En cuanto al sultán, que en aquel momento despachaba los asuntos del reinó, vio en el patio aquel cortejo magnífico, que borraba con su esplendor el brillo de todo lo que él poseía en el palacio, hizo desalojar el diván inmediatamente, y dio orden de recibir a los recién llegados. Y entraron éstos gravemente, de dos en dos, y se alinearon con lentitud, formando una gran media luna ante el trono del sultán. Y cada una de las esclavas jóvenes, ayudada por su compañero negro, deposito en la alfombra la bandeja que llevaba. Luego se prosternaron a la vez los ochenta y besaron la tierra entre las manos del sultán, levantándose en seguida, y todos a una descubrieron con igual diestro ademán las bandejas rebosantes de frutas maravillosas. Y con los brazos cruzados sobre el pecho permanecieron de pie, en actitud del más profundo respeto.

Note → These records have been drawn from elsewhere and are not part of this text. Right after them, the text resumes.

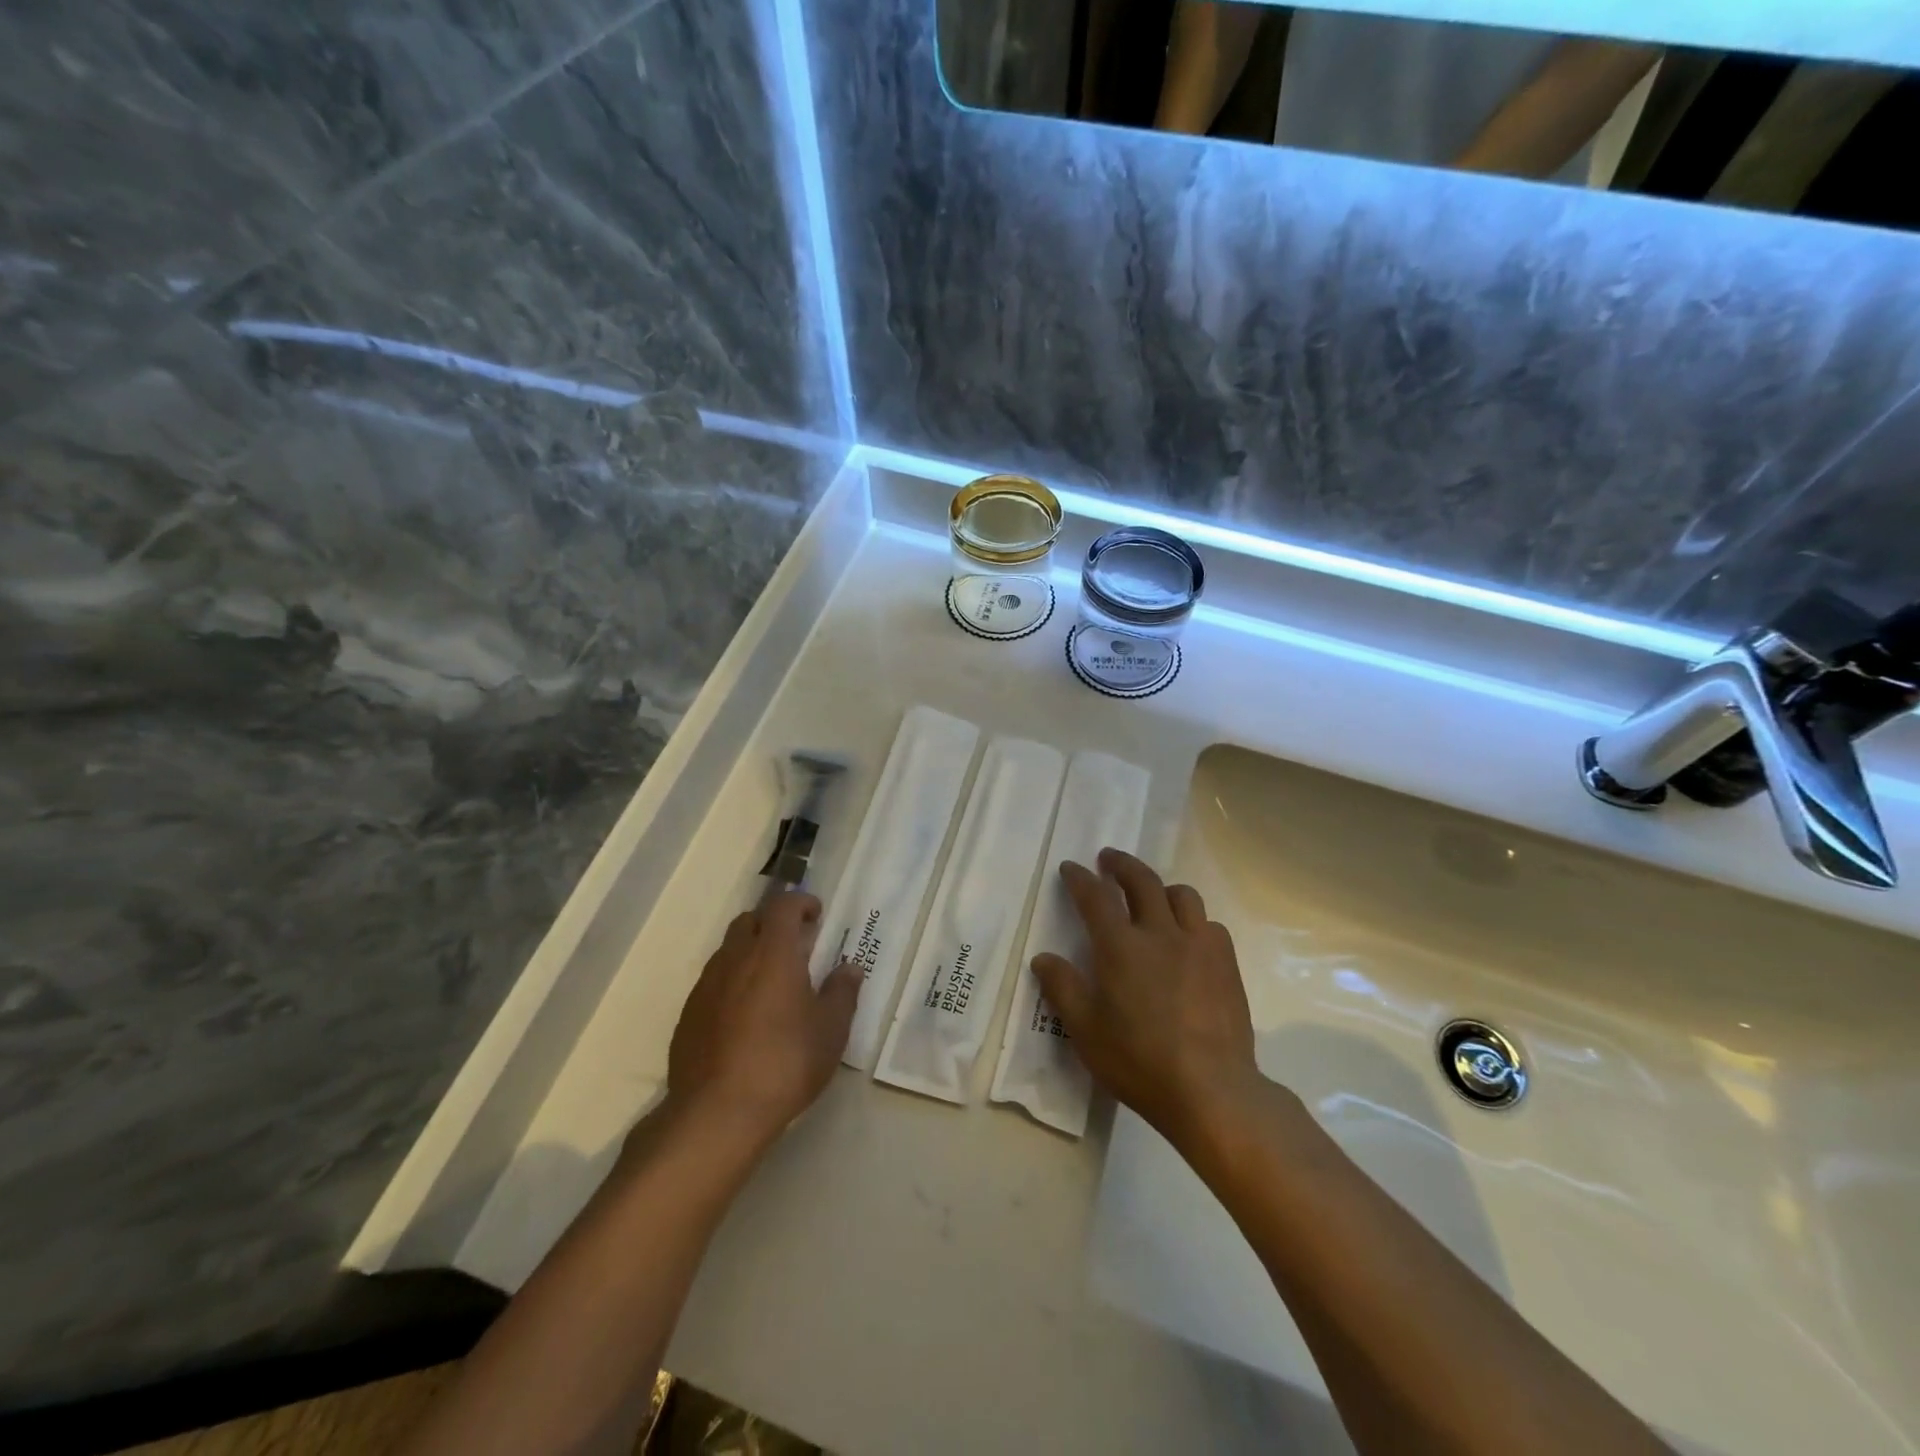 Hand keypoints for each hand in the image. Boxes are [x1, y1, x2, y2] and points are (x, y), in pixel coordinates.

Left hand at [666, 892, 861, 1147]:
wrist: (717, 1113)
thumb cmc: (785, 1063)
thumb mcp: (831, 1030)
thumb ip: (842, 992)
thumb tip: (849, 968)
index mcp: (773, 952)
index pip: (783, 905)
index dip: (800, 903)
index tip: (816, 915)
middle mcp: (735, 958)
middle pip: (749, 921)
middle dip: (772, 924)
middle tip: (795, 946)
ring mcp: (706, 986)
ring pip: (728, 951)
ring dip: (749, 953)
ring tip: (770, 983)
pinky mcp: (688, 1015)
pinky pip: (712, 983)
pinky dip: (731, 983)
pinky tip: (744, 1017)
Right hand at [1032, 849, 1264, 1149]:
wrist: (1212, 1090)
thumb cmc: (1139, 1061)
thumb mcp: (1085, 1030)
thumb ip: (1062, 988)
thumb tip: (1043, 957)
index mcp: (1121, 946)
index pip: (1095, 897)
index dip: (1080, 878)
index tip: (1070, 867)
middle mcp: (1160, 933)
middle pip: (1142, 880)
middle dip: (1122, 864)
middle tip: (1108, 859)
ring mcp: (1199, 945)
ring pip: (1182, 895)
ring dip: (1161, 887)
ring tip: (1153, 895)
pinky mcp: (1226, 963)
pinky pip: (1209, 924)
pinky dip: (1193, 920)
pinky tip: (1189, 938) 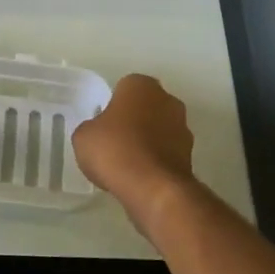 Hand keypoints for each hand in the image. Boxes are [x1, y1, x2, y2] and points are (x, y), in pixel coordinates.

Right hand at [72, 74, 195, 227]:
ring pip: (159, 129)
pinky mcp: (191, 155)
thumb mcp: (83, 136)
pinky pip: (166, 152)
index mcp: (140, 85)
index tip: (102, 123)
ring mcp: (183, 127)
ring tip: (127, 162)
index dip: (112, 105)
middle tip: (113, 140)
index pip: (123, 88)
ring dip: (148, 140)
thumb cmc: (113, 149)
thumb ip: (92, 127)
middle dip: (133, 119)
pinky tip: (140, 175)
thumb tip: (100, 133)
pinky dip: (156, 160)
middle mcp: (167, 99)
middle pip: (145, 106)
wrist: (152, 187) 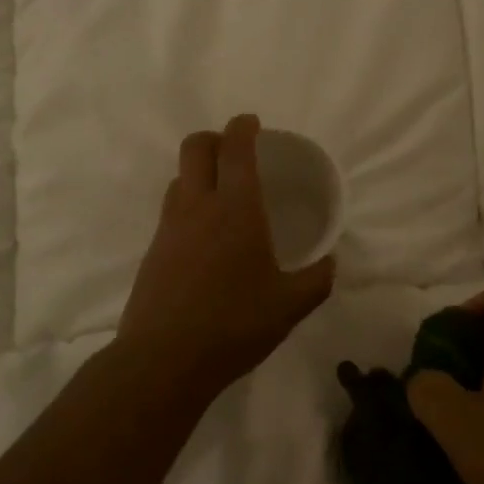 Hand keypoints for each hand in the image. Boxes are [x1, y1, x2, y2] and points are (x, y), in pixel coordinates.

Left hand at [118, 115, 335, 392]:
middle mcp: (197, 206)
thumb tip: (331, 263)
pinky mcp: (152, 250)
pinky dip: (187, 204)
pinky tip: (204, 237)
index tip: (252, 123)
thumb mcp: (289, 306)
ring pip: (178, 178)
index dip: (242, 127)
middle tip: (234, 151)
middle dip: (214, 138)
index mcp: (235, 209)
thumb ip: (316, 280)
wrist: (164, 360)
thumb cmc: (234, 325)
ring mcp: (169, 227)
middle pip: (195, 147)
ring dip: (198, 172)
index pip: (235, 149)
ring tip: (220, 194)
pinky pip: (170, 210) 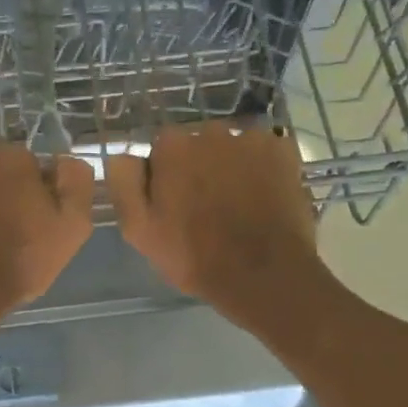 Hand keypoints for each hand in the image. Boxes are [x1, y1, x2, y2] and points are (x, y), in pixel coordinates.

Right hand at [105, 124, 322, 332]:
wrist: (263, 275)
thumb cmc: (194, 256)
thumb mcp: (139, 230)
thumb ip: (123, 183)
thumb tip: (123, 155)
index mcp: (172, 147)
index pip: (161, 150)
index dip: (166, 176)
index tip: (174, 203)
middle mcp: (210, 131)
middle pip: (198, 144)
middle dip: (199, 167)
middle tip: (206, 207)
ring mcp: (251, 139)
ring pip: (232, 148)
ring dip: (231, 167)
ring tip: (238, 204)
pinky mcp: (284, 152)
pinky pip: (264, 153)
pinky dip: (262, 169)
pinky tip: (262, 198) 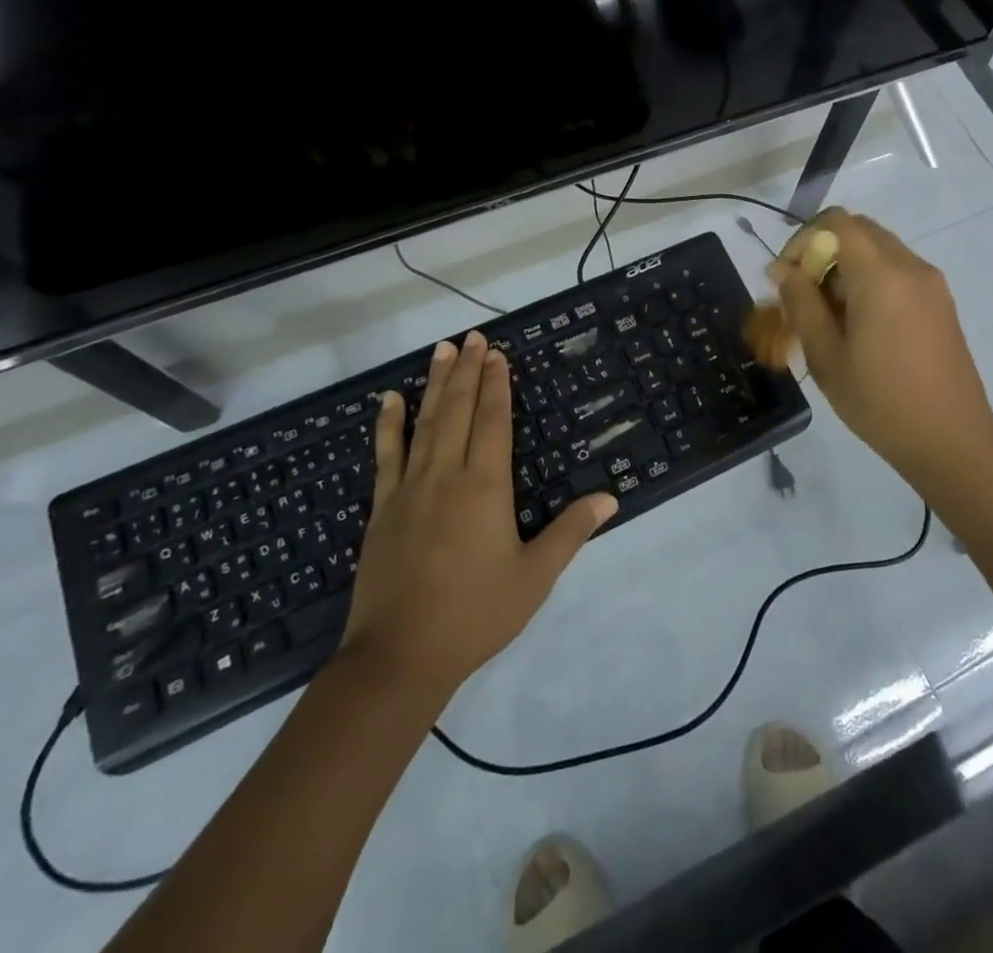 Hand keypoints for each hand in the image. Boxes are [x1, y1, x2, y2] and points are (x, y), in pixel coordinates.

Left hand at [340, 331, 616, 700]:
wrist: (399, 656)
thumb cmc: (476, 614)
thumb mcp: (535, 577)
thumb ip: (571, 532)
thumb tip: (610, 497)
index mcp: (486, 488)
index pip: (493, 422)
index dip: (497, 385)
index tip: (498, 354)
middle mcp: (447, 476)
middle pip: (458, 411)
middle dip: (467, 371)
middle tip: (472, 336)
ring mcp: (409, 489)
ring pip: (424, 423)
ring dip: (434, 384)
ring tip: (441, 349)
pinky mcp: (382, 508)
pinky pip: (386, 456)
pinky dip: (388, 424)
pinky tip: (389, 399)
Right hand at [770, 209, 992, 488]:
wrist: (952, 442)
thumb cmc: (880, 402)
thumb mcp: (826, 356)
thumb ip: (801, 303)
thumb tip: (783, 269)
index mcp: (882, 276)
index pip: (836, 223)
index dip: (802, 240)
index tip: (785, 278)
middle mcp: (911, 267)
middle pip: (858, 230)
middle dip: (822, 251)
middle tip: (802, 294)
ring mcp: (931, 283)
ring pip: (877, 250)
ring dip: (844, 266)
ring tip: (826, 315)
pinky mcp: (940, 302)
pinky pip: (896, 271)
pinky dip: (868, 280)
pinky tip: (857, 324) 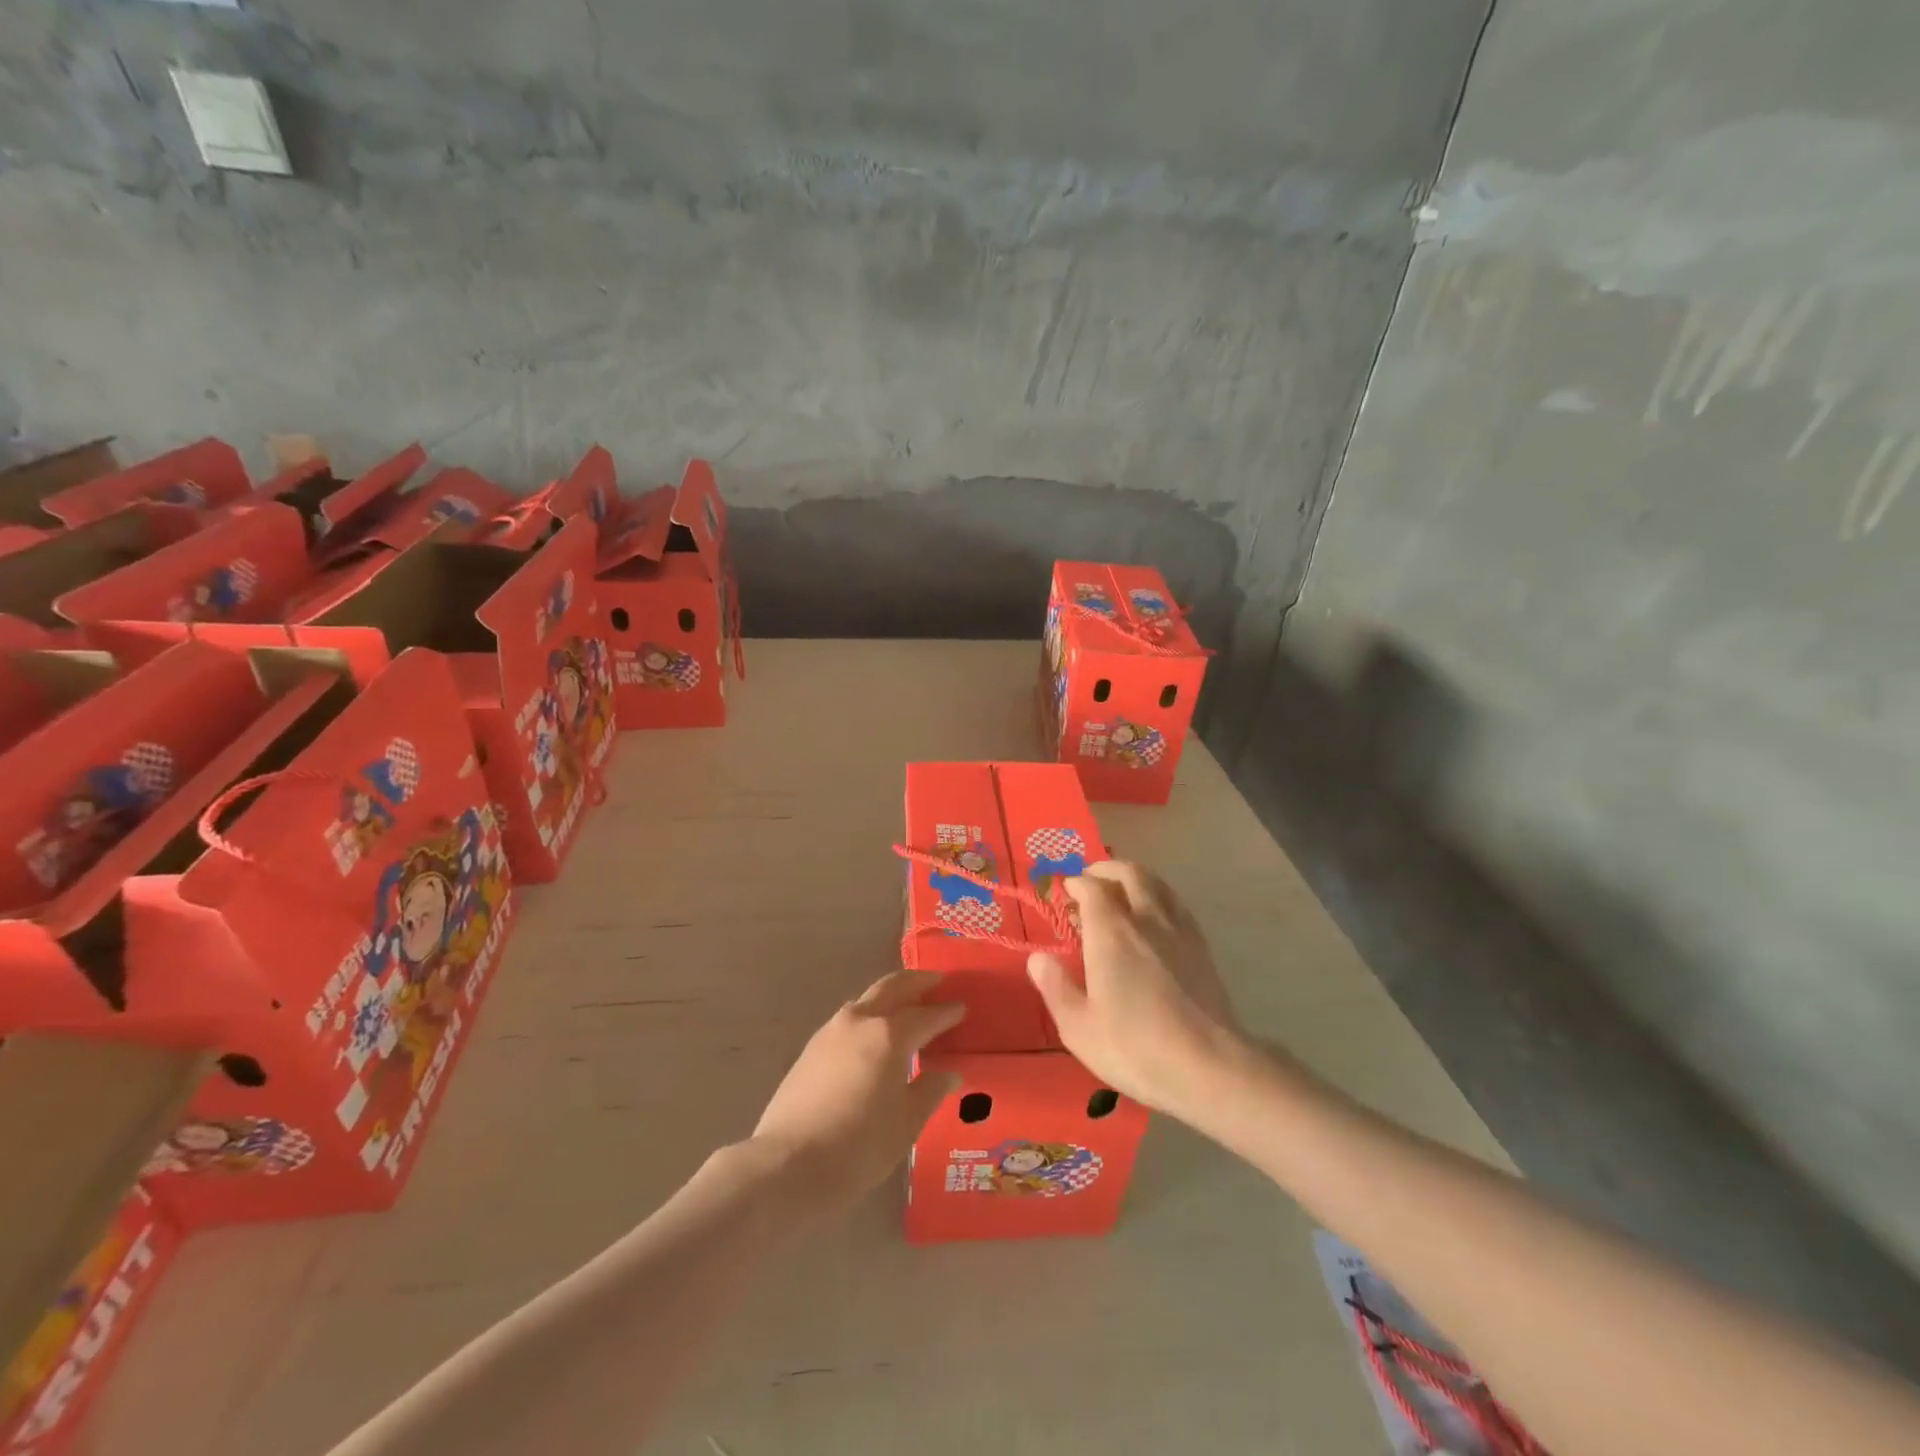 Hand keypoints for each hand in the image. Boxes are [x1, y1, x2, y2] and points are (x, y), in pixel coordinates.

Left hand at [750, 970, 964, 1216]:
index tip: (962, 1006)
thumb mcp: (905, 1124)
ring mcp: (831, 1032)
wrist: (786, 1165)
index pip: (926, 1016)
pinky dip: (869, 1016)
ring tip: (906, 1005)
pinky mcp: (811, 1048)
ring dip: (890, 996)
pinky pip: (849, 1019)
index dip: (947, 1012)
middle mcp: (860, 1021)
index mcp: (889, 1035)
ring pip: (867, 1000)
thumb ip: (930, 1091)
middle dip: (917, 983)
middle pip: (892, 988)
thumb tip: (948, 1073)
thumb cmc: (857, 1147)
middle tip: (937, 981)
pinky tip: (873, 1035)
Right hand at [1027, 862, 1242, 1116]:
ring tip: (1121, 889)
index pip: (1092, 888)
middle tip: (1090, 879)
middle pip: (1129, 873)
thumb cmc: (1136, 1047)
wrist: (1210, 1066)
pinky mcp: (1202, 947)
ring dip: (1135, 877)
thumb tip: (1037, 957)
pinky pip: (1176, 904)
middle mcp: (1146, 919)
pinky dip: (1159, 896)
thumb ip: (1055, 987)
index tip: (1064, 891)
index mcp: (1111, 932)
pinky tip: (1155, 916)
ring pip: (1157, 883)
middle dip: (1106, 869)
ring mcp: (1179, 930)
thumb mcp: (1079, 1027)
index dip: (1075, 884)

Sólo entonces fue cuando la madre de Aladino, que iba la última, se destacó de la media luna que formaban las parejas alternadas, y después de las prosternaciones y las zalemas de rigor, dijo al rey, que había enmudecido por completo ante aquel espectáculo sin par: “¡Oh rey del tiempo ¡mi hijo Aladino, esclavo tuyo, me envía con la dote que has pedido como precio de Sett Badrú'h-Budur, tu hija honorable! ¡Y me encarga te diga que te equivocaste al apreciar la valía de la princesa, y que todo esto está muy por debajo de sus méritos! Pero cree que le disculparás por ofrecerte tan poco, y que admitirás este insignificante tributo en espera de lo que piensa hacer en lo sucesivo!”